[PROBLEM DESCRIPTION]
Check each line of the entries for "roads" and report the ones that have it.
- - - - - - -
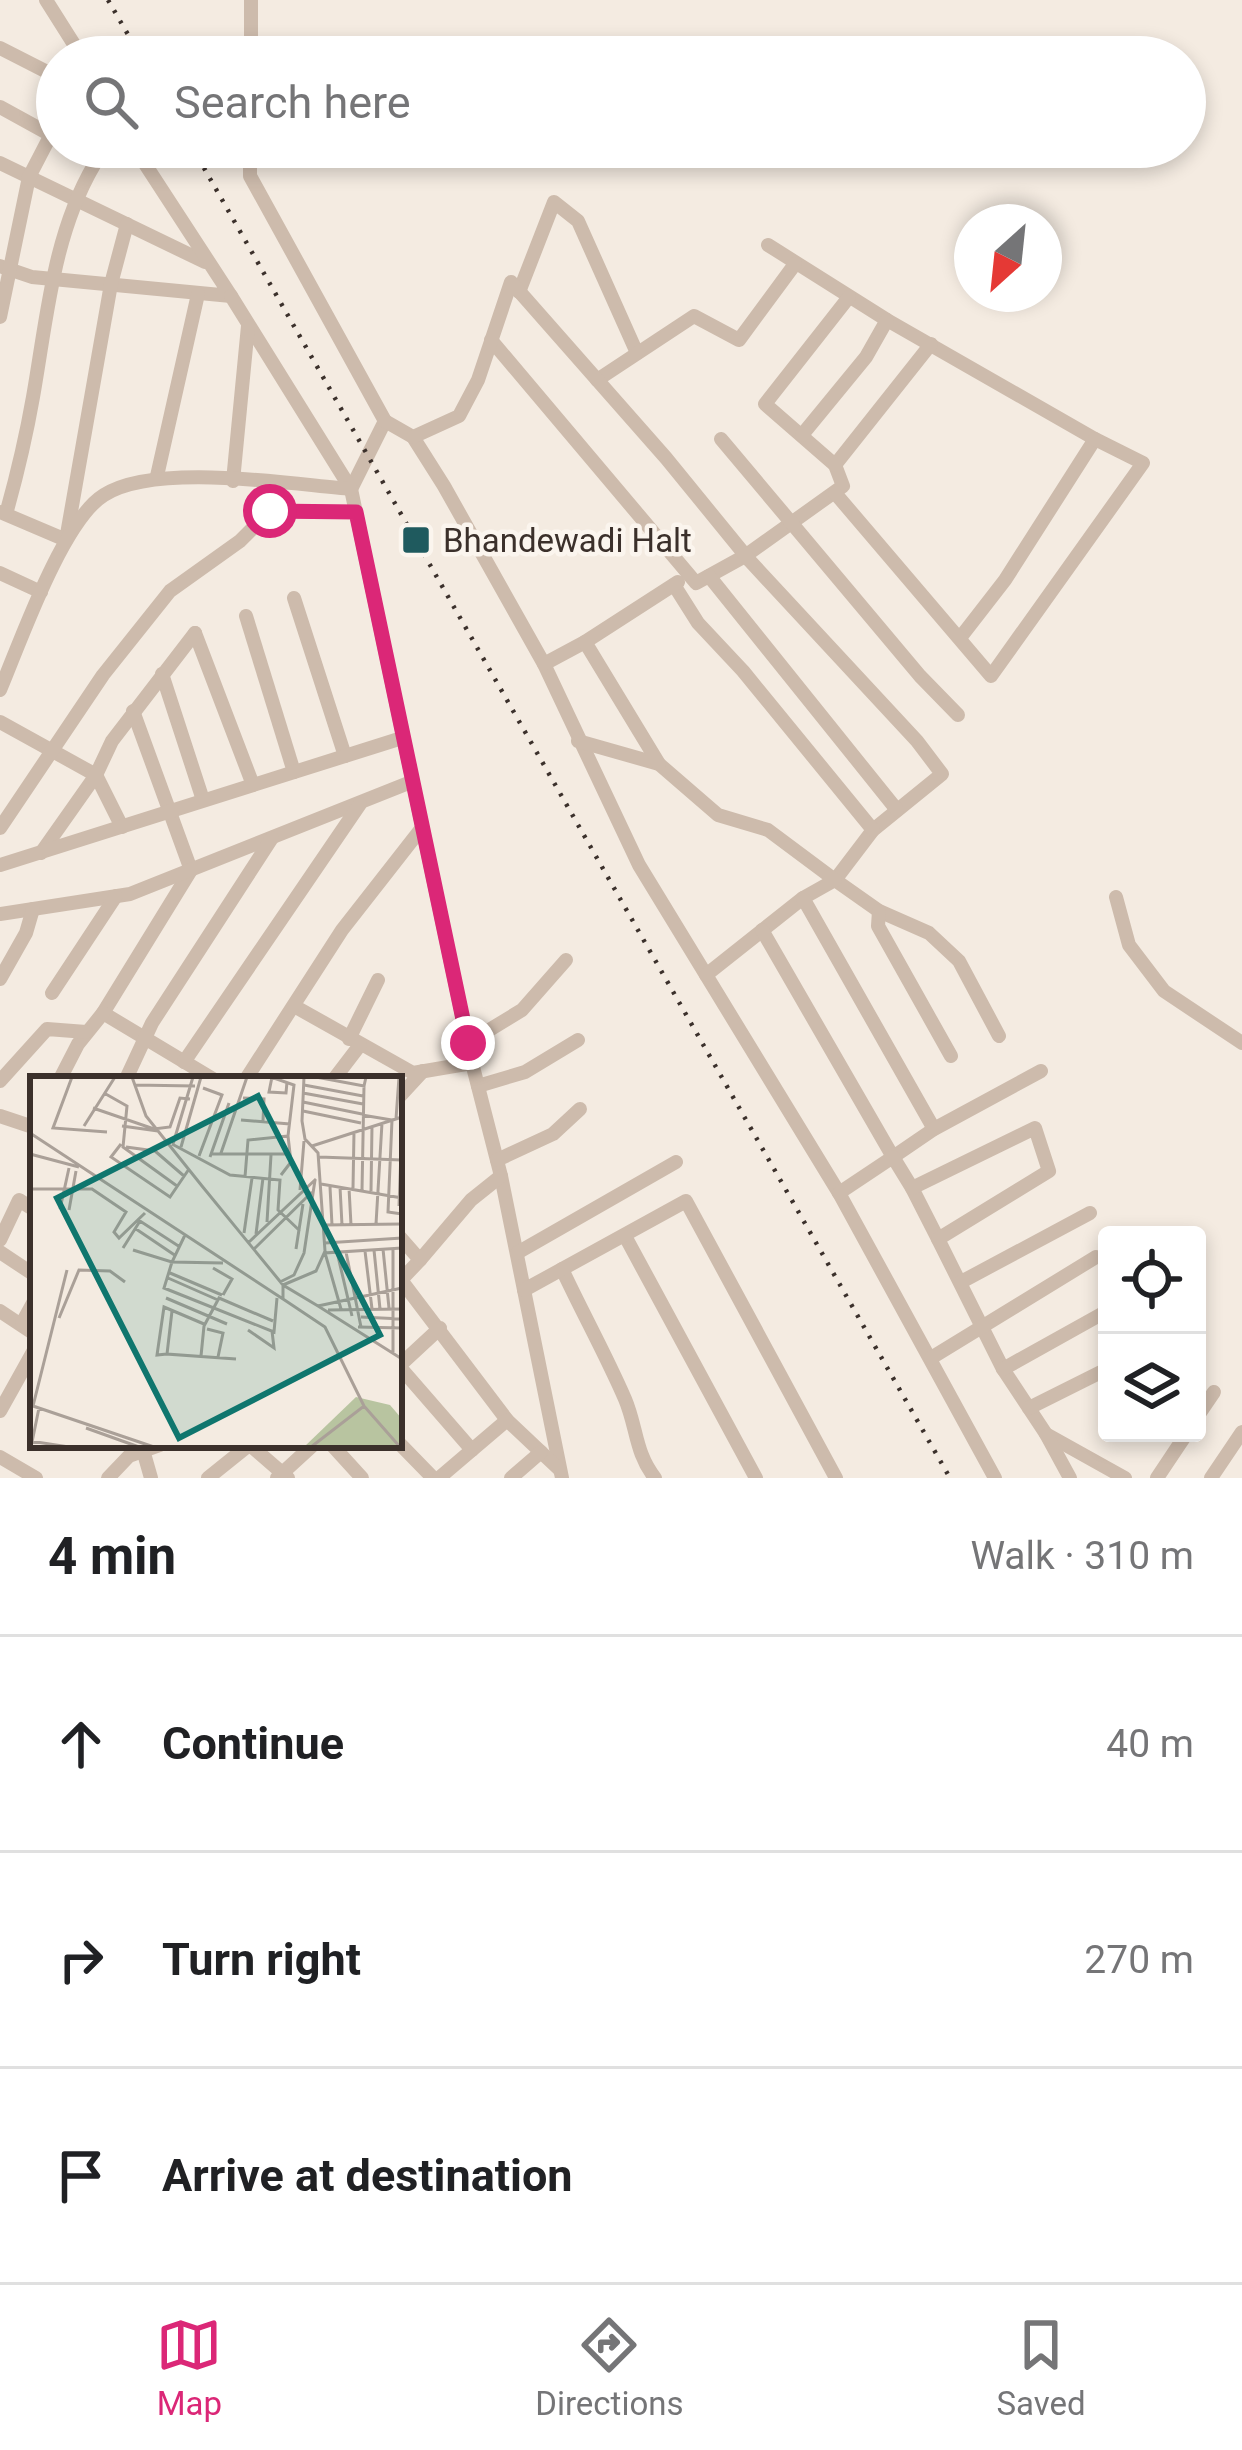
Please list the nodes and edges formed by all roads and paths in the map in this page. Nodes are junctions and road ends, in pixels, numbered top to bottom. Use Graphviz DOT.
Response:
graph roads {
  1 [pos="46,0"];
  2 [pos="251,0"];
  3 [pos="69,36"];
  4 [pos="251,36"];
  5 [pos="0,48"];
  6 [pos="36,66"];
  7 [pos="0,107"];
  8 [pos="36,122"];
  9 [pos="0,163"];
  10 [pos="36,164"];
  11 [pos="92,168"];
  12 [pos="148,168"];
  13 [pos="250,168"];
  14 [pos="29,177"];
  15 [pos="74,198"];
  16 [pos="128,224"];
  17 [pos="768,245"];
  18 [pos="210,264"];
  19 [pos="795,264"];
  20 [pos="5,268"];
  21 [pos="52,278"];
  22 [pos="111,284"];
  23 [pos="519,292"];
  24 [pos="198,294"];
  25 [pos="231,296"];
  26 [pos="849,297"];
  27 [pos="0,317"];
  28 [pos="887,320"];
  29 [pos="248,326"];
  30 [pos="491,340"];
  31 [pos="931,344"];
  32 [pos="637,353"];
  33 [pos="597,380"];
  34 [pos="385,421"];
  35 [pos="802,435"];
  36 [pos="413,437"];
  37 [pos="722,439"];
  38 [pos="1095,439"];
  39 [pos="835,465"];
  40 [pos="157,476"];
  41 [pos="233,481"];
  42 [pos="352,490"];
  43 [pos="836,493"];
  44 [pos="356,512"];
  45 [pos="3,513"];
  46 [pos="791,521"];
  47 [pos="66,540"];
  48 [pos="745,556"];
  49 [pos="0,573"];
  50 [pos="690,576"];
  51 [pos="709,576"];
  52 [pos="674,585"];
  53 [pos="41,592"];
  54 [pos="294,598"];
  55 [pos="246,616"];
  56 [pos="960,638"];
  57 [pos="585,642"];
  58 [pos="544,664"];
  59 [pos="163,674"];
  60 [pos="2,683"];
  61 [pos="133,711"];
  62 [pos="958,715"];
  63 [pos="0,722"];
  64 [pos="402,738"];
  65 [pos="578,740"];
  66 [pos="51,752"];
  67 [pos="345,756"];
  68 [pos="659,764"];
  69 [pos="294,772"];
  70 [pos="96,775"];
  71 [pos="411,782"];
  72 [pos="253,785"];
  73 [pos="203,800"];
  74 [pos="362,802"];
  75 [pos="898,810"];
  76 [pos="171,811"];
  77 [pos="122,827"];
  78 [pos="0,828"];
  79 [pos="421,829"];
  80 [pos="873,830"];
  81 [pos="272,838"];
  82 [pos="41,853"];
  83 [pos="0,865"];
  84 [pos="190,870"];
  85 [pos="835,880"];
  86 [pos="116,896"];
  87 [pos="1116,897"];
  88 [pos="803,898"];
  89 [pos="33,909"];
  90 [pos="879,911"];
  91 [pos="0,914"];
  92 [pos="763,930"];
  93 [pos="566,960"];
  94 [pos="706,975"];
  95 [pos="0,980"];
  96 [pos="378,980"];
  97 [pos="52,993"];
  98 [pos="294,1006"];
  99 [pos="104,1013"];
  100 [pos="86,1032"];
  101 [pos="999,1036"];
  102 [pos="578,1040"];
  103 [pos="146,1041"];
  104 [pos="355,1042"];
  105 [pos="1242,1042"];
  106 [pos="468,1043"];
  107 [pos="951,1056"];
  108 [pos="184,1062"];
  109 [pos="472,1063"];
  110 [pos="423,1071"];
  111 [pos="1041,1071"];
  112 [pos="62,1076"];
  113 [pos="128,1076"];
  114 [pos="208,1076"];
  115 [pos="248,1076"];
  116 [pos="336,1076"];
  117 [pos="0,1081"];
  118 [pos="478,1086"];
  119 [pos="402,1094"];
  120 [pos="580,1108"];
  121 [pos="934,1129"];
  122 [pos="892,1157"];
  123 [pos="497,1160"];
  124 [pos="676,1162"];
  125 [pos="501,1176"];
  126 [pos="912,1188"];
  127 [pos="839,1192"];
  128 [pos="30,1207"];
  129 [pos="1090,1213"];
  130 [pos="625,1236"];
  131 [pos="402,1239"];
  132 [pos="938,1239"];
  133 [pos="0,1240"];
  134 [pos="0,1252"];
  135 [pos="517,1253"];
  136 [pos="1096,1257"];
  137 [pos="420,1260"];
  138 [pos="562,1269"];
  139 [pos="30,1272"];
  140 [pos="402,1279"];
  141 [pos="961,1282"];
  142 [pos="402,1283"];
  143 [pos="524,1290"];
  144 [pos="0,1310"];
  145 [pos="1098,1316"];
  146 [pos="27,1328"];
  147 [pos="440,1328"];
  148 [pos="984,1328"];
  149 [pos="30,1357"];
  150 [pos="931,1358"];
  151 [pos="402,1363"];
  152 [pos="402,1369"];
  153 [pos="1004,1369"];
  154 [pos="1098,1374"];
  155 [pos="1214,1392"];
  156 [pos="1206,1404"];
  157 [pos="1029,1408"];
  158 [pos="0,1411"];
  159 [pos="506,1420"];
  160 [pos="1242,1432"];
  161 [pos="1046,1434"];
  162 [pos="1181,1442"];
  163 [pos="402,1446"];
  164 [pos="246,1448"];
  165 [pos="253,1448"];
  166 [pos="311,1448"];
  167 [pos="335,1448"];
  168 [pos="143,1449"];
  169 [pos="472,1450"];
  170 [pos="541,1452"];
  171 [pos="0,1457"];
  172 [pos="561,1474"];
  173 [pos="283,1476"];
  174 [pos="36,1478"];
  175 [pos="108,1478"];
  176 [pos="151,1478"];
  177 [pos="208,1478"];
  178 [pos="362,1478"];
  179 [pos="436,1478"];
  180 [pos="511,1478"];
  181 [pos="655,1478"];
  182 [pos="756,1478"];
  183 [pos="836,1478"];
  184 [pos="995,1478"];
  185 [pos="1070,1478"];
  186 [pos="1125,1478"];
  187 [pos="1157,1478"];
  188 [pos="1211,1478"];
  1 -- 3 [label="street"];
  2 -- 4 [label="street"];
  5 -- 6 [label="street"];
  7 -- 8 [label="street"];
  9 -- 14 [label="street"];
  10 -- 14 [label="street"];
  11 -- 15 [label="street"];
  12 -- 18 [label="street"];
  13 -- 34 [label="street"];
  14 -- 15 [label="street"];
  14 -- 20 [label="street"];
  15 -- 16 [label="street"];
  15 -- 21 [label="street"];
  16 -- 18 [label="street"];
  16 -- 22 [label="street"];
  17 -- 19 [label="street"];
  18 -- 25 [label="street"];
  19 -- 26 [label="street"];
  19 -- 32 [label="street"];
  20 -- 21 [label="street"];
  20 -- 27 [label="street"];
  21 -- 22 [label="street"];
  21 -- 45 [label="street"];
  22 -- 25 [label="street"];
  22 -- 47 [label="street"];
  23 -- 30 [label="street"];
  23 -- 32 [label="street"];
  23 -- 33 [label="street"];
  24 -- 40 [label="street"];
  25 -- 29 [label="street"];
  26 -- 28 [label="street"];
  26 -- 35 [label="street"];
  28 -- 31 [label="street"];
  28 -- 35 [label="street"];
  29 -- 41 [label="street"];
  29 -- 42 [label="street"];
  30 -- 36 [label="street"];
  30 -- 50 [label="street"];
  31 -- 38 [label="street"];
  31 -- 39 [label="street"];
  32 -- 33 [label="street"];
  33 -- 48 [label="street"];
  34 -- 36 [label="street"];
  34 -- 42 [label="street"];
  35 -- 39 [label="street"];
  36 -- 58 [label="street"];
  37 -- 46 [label="street"];
  38 -- 56 [label="street"];
  38 -- 56 [label="street"];
  39 -- 43 [label="street"];
  40 -- 41 [label="street"];
  40 -- 47 [label="street"];
  41 -- 42 [label="street"];
  42 -- 44 [label="street"];
  43 -- 46 [label="street"];
  43 -- 56 [label="street"];
  44 -- 64 [label="street"];
  44 -- 66 [label="street"];
  45 -- 47 [label="street"];
  46 -- 48 [label="street"];
  46 -- 62 [label="street"];
  47 -- 53 [label="street"];
  48 -- 51 [label="street"];
  48 -- 75 [label="street"];
  49 -- 53 [label="street"];
  50 -- 51 [label="street"];
  50 -- 52 [label="street"];
  51 -- 75 [label="street"];
  52 -- 57 [label="street"];
  52 -- 80 [label="street"];
  53 -- 60 [label="street"];
  54 -- 67 [label="street"];
  55 -- 69 [label="street"];
  57 -- 58 [label="street"];
  57 -- 68 [label="street"];
  58 -- 65 [label="street"];
  59 -- 61 [label="street"];
  59 -- 72 [label="street"];
  59 -- 73 [label="street"];
  61 -- 70 [label="street"];
  61 -- 76 [label="street"];
  63 -- 66 [label="street"];
  64 -- 67 [label="street"];
  64 -- 71 [label="street"];
  65 -- 68 [label="street"];
  65 -- 94 [label="street"];
  66 -- 70 [label="street"];
  66 -- 78 [label="street"];
  67 -- 69 [label="street"];
  68 -- 85 [label="street"];
  69 -- 72 [label="street"];
  70 -- 77 [label="street"];
  70 -- 82 [label="street"];
  71 -- 74 [label="street"];
  71 -- 79 [label="street"];
  72 -- 73 [label="street"];
  73 -- 76 [label="street"];
  74 -- 81 [label="street"];
  74 -- 108 [label="street"];
  75 -- 80 [label="street"];
  76 -- 77 [label="street"];
  76 -- 84 [label="street"];
  77 -- 82 [label="street"];
  79 -- 98 [label="street"];
  79 -- 106 [label="street"];
  80 -- 85 [label="street"];
  81 -- 84 [label="street"];
  81 -- 103 [label="street"];
  82 -- 83 [label="street"];
  84 -- 86 [label="street"];
  84 -- 99 [label="street"];
  85 -- 88 [label="street"];
  85 -- 90 [label="street"];
  86 -- 89 [label="street"];
  86 -- 97 [label="street"];
  87 -- 105 [label="street"];
  88 -- 92 [label="street"];
  88 -- 121 [label="street"];
  89 -- 91 [label="street"];
  89 -- 95 [label="street"];
  90 -- 101 [label="street"];
  90 -- 107 [label="street"];
  92 -- 94 [label="street"];
  92 -- 122 [label="street"];
  93 -- 106 [label="street"];
  94 -- 127 [label="street"];
  96 -- 104 [label="street"];
  98 -- 104 [label="street"];
  98 -- 115 [label="street"];
  99 -- 100 [label="street"];
  99 -- 103 [label="street"];
  100 -- 112 [label="street"];
  100 -- 117 [label="street"];
  102 -- 118 [label="street"];
  103 -- 108 [label="street"];
  103 -- 113 [label="street"];
  104 -- 110 [label="street"];
  104 -- 116 [label="street"];
  106 -- 109 [label="street"];
  108 -- 114 [label="street"];
  109 -- 110 [label="street"];
  109 -- 118 [label="street"];
  110 -- 119 [label="street"];
  111 -- 121 [label="street"];
  118 -- 123 [label="street"];
  120 -- 123 [label="street"];
  121 -- 122 [label="street"];
  122 -- 126 [label="street"];
  122 -- 127 [label="street"];
  123 -- 125 [label="street"];
  124 -- 135 [label="street"];
  125 -- 135 [label="street"];
  125 -- 137 [label="street"];
  126 -- 132 [label="street"];
  126 -- 132 [label="street"];
  127 -- 150 [label="street"];
  128 -- 133 [label="street"];
  129 -- 141 [label="street"];
  130 -- 138 [label="street"];
  130 -- 182 [label="street"];
  130 -- 183 [label="street"];
  131 -- 137 [label="street"];
  132 -- 141 [label="street"];
  134 -- 139 [label="street"];
  135 -- 143 [label="street"];
  136 -- 148 [label="street"];
  137 -- 140 [label="street"];
  138 -- 143 [label="street"];
  138 -- 181 [label="street"];
  141 -- 148 [label="street"];
  142 -- 147 [label="street"];
  143 -- 172 [label="street"];
  144 -- 146 [label="street"];
  145 -- 153 [label="street"];
  147 -- 151 [label="street"];
  147 -- 159 [label="street"];
  148 -- 150 [label="street"];
  148 -- 153 [label="street"];
  149 -- 158 [label="street"];
  150 -- 184 [label="street"];
  152 -- 169 [label="street"];
  153 -- 157 [label="street"];
  154 -- 157 [label="street"];
  155 -- 156 [label="street"];
  157 -- 161 [label="street"];
  159 -- 169 [label="street"];
  159 -- 170 [label="street"];
  160 -- 188 [label="street"];
  161 -- 185 [label="street"];
  161 -- 186 [label="street"];
  162 -- 187 [label="street"];
  163 -- 179 [label="street"];
  164 -- 177 [label="street"];
  165 -- 173 [label="street"];
  166 -- 173 [label="street"];
  167 -- 178 [label="street"];
  168 -- 175 [label="street"];
  168 -- 176 [label="street"];
  169 -- 179 [label="street"];
  170 -- 172 [label="street"];
  170 -- 180 [label="street"];
  171 -- 174 [label="street"];
}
- - - - - - -
[ANSWER BOX]
Please list the nodes and edges formed by all roads and paths in the map in this page. Nodes are junctions and road ends, in pixels, numbered top to bottom. Use Graphviz DOT.
graph roads {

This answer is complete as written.